The complaints target Chevron; Priceline.com; AutoNation; Curtiss-Wright; Danaher Corporation; Franklin Resources; Navistar International; SPX Corporation; and Superior Energy Services. A spokesman for AutoNation said the company was “aware of the suit and evaluating it.” Spokespeople for Priceline and SPX declined comment; the other companies did not respond to requests for comment.
The Delaware court’s status as the primary arbiter of corporate shareholder disputes has been eroding somewhat, as plaintiffs lawyers choose both Delaware (where so many companies are incorporated) and the companies’ home states as venues for litigation. From 2005 to 2010, the percentage of corporate transactions facing suits in multiple jurisdictions jumped from 8.6 percent to 46.5 percent, according to a study released last month by Ohio State University law professor Steven Davidoff and Notre Dame finance professor Matthew Cain.
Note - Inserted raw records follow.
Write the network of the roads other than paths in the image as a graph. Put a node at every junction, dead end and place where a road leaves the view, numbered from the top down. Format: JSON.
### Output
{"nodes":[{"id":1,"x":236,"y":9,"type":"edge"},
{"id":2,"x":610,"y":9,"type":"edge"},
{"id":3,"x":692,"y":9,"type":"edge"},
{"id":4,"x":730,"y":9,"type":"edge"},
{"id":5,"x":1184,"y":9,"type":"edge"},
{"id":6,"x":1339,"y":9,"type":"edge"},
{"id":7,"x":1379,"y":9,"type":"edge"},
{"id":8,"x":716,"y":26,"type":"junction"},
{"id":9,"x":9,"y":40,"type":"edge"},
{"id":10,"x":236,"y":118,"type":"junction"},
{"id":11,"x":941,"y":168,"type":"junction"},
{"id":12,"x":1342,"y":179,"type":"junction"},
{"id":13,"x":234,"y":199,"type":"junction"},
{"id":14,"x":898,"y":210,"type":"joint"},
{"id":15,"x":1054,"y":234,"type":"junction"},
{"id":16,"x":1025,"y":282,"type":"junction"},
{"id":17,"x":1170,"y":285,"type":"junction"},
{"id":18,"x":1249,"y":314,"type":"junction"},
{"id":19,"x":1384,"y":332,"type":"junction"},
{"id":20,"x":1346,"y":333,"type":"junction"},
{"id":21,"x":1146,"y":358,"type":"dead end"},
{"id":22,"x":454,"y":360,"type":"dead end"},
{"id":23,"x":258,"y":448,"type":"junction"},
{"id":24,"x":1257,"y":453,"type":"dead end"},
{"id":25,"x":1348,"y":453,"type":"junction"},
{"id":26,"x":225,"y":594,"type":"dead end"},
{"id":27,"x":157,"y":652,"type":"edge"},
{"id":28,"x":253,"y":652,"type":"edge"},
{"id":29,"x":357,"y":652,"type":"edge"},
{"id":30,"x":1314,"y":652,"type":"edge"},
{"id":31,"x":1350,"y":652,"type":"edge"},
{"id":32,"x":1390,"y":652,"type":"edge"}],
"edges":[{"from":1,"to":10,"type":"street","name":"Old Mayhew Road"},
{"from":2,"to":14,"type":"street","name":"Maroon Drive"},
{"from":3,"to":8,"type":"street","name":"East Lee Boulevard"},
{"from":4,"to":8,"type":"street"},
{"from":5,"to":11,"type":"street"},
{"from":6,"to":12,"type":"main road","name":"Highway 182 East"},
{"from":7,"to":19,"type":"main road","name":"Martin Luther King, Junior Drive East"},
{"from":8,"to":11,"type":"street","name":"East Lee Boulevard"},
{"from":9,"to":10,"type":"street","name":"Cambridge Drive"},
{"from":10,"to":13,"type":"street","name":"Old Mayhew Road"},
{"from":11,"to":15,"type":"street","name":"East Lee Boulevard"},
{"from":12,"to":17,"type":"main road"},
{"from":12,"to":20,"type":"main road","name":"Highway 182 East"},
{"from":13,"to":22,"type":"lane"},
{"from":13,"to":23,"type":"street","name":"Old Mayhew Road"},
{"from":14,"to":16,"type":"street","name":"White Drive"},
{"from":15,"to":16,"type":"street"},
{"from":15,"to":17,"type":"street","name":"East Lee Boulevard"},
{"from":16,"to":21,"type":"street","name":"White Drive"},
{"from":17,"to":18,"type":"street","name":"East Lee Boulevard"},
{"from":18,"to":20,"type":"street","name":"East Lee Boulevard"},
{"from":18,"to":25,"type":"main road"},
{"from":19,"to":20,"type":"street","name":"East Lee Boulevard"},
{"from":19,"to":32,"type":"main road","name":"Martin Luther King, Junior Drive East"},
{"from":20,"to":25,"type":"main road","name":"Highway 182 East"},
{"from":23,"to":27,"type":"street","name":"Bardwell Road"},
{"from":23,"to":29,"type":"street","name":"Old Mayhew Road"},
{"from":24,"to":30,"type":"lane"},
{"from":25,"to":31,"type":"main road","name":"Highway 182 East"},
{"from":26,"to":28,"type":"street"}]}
Amid that boom in out-of-town suits, some lawyers and academics such as former SEC Commissioner Joseph Grundfest of Stanford Law School and Theodore Mirvis of Wachtell, Lipton, Rosen & Katz began pushing for companies to adopt bylaws or charter provisions that grant Delaware exclusive jurisdiction over merger disputes. Between April 2011 and the end of the year, the number of companies that adopted exclusive forum provisions more than doubled, from 82 to 195, according to a study conducted by Claudia Allen of Neal, Gerber & Eisenberg released last month. Companies planning initial public offerings have also included those provisions in their charters, including Facebook Inc.
Whether such provisions can necessarily be enforced isn’t yet clear, however. In March 2010, Delaware Vice Chancellor Travis Laster suggested in a decision involving Revlon that “corporations are free to respond with charter provisions selecting an exclusive forum for intra-entity disputes.” No judge on the Chancery ruled squarely on the issue. The only decision to address the issue directly so far was issued in California, where San Francisco federal district court judge Richard Seeborg declined to dismiss a shareholder suit against Oracle on the basis of a similar provision in its bylaws.
Some lawyers outside of the cases questioned whether Chancellor Leo Strine Jr., who is assigned to the lawsuits, will rule on the issue or dodge it by determining that no active controversy exists outside, say, a lawsuit over a merger. The suits could also backfire if Strine endorses the bylaw provisions. “I think these cases provide a fine opportunity for the Delaware Chancery to determine that exclusive forum provisions are kosher,” said Wachtell’s Mirvis.
Or, as Grundfest put it: “My view is, bring it on and make my day.”
When Chancellor Leonard Strine awarded Kessler Topaz their $305 million fee for securing a $2 billion judgment against Grupo Mexico in December, some suggested that the award might encourage plaintiffs to return to the Chancery Court. “The irony has not been unnoticed by people I’ve dealt with,” said Lawrence Hamermesh, a professor at Widener University School of Law in Delaware.
Kessler’s Lee rejected the notion that by filing Monday’s suits, he was suggesting that the Delaware court wasn’t an appropriate venue for shareholder litigation. After all, he said, “we could have filed the cases in other courts.”